> **Problem requirements**
With the pictures removed, write out the full listing below exactly.
/---
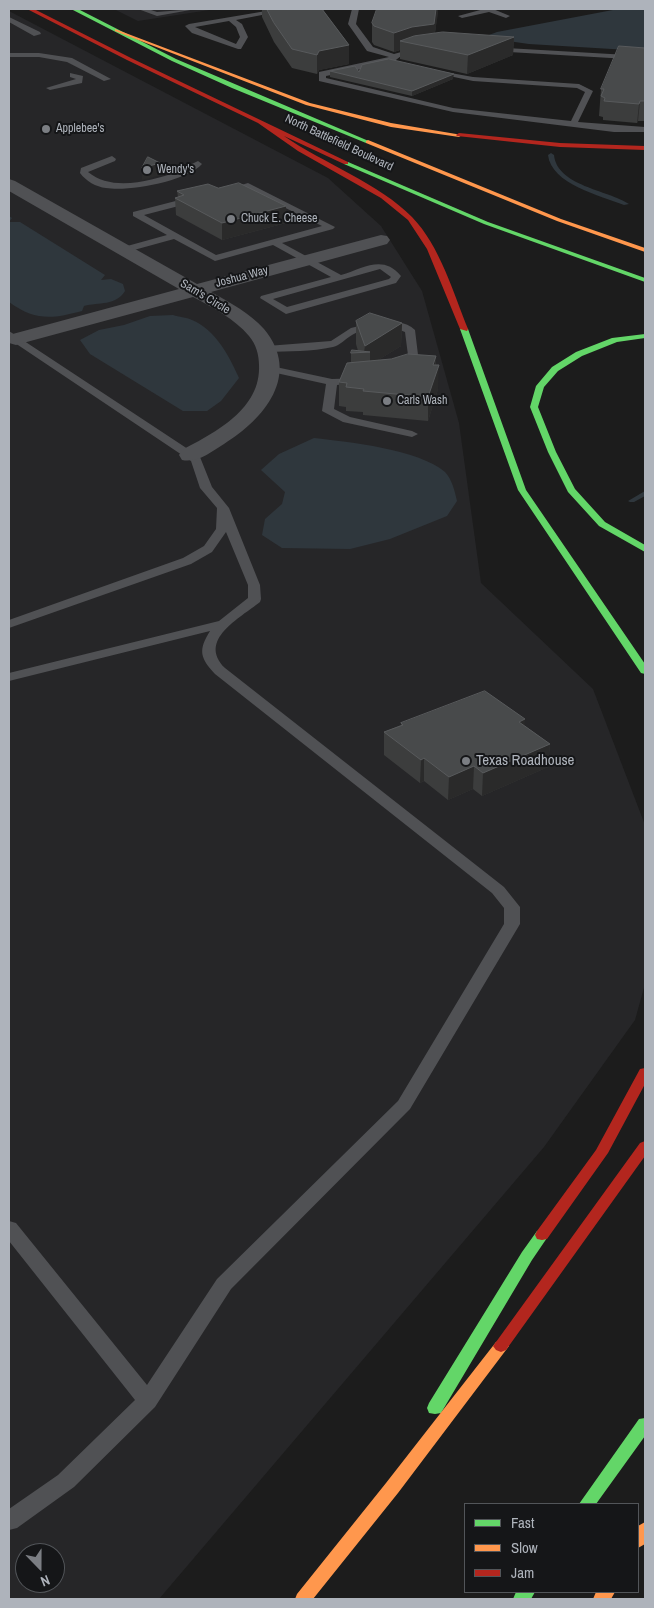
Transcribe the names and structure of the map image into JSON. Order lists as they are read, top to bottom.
{
  "streets": {
    "main road": ["North Battlefield Boulevard"],
    "street": ["Joshua Way", "Sam's Circle"]
  },
  "crossings": [
    ["Joshua Way", "Sam's Circle"]
  ],
  "places": [
    "Applebee's",
    "Wendy's",
    "Chuck E. Cheese",
    "Carls Wash",
    "Texas Roadhouse"
  ],
  "legend": ["Fast", "Slow", "Jam"],
  "north": "bottom"
}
\---
> **Response**
Transcribe the names and structure of the map image into JSON. Order lists as they are read, top to bottom.
{
  "streets": {
    "main road": ["North Battlefield Boulevard"],
    "street": ["Joshua Way", "Sam's Circle"]
  },
  "crossings": [
    ["Joshua Way", "Sam's Circle"]
  ],
  "places": [
    "Applebee's",
    "Wendy's",
    "Chuck E. Cheese",
    "Carls Wash",
    "Texas Roadhouse"
  ],
  "legend": ["Fast", "Slow", "Jam"],
  "north": "bottom"
}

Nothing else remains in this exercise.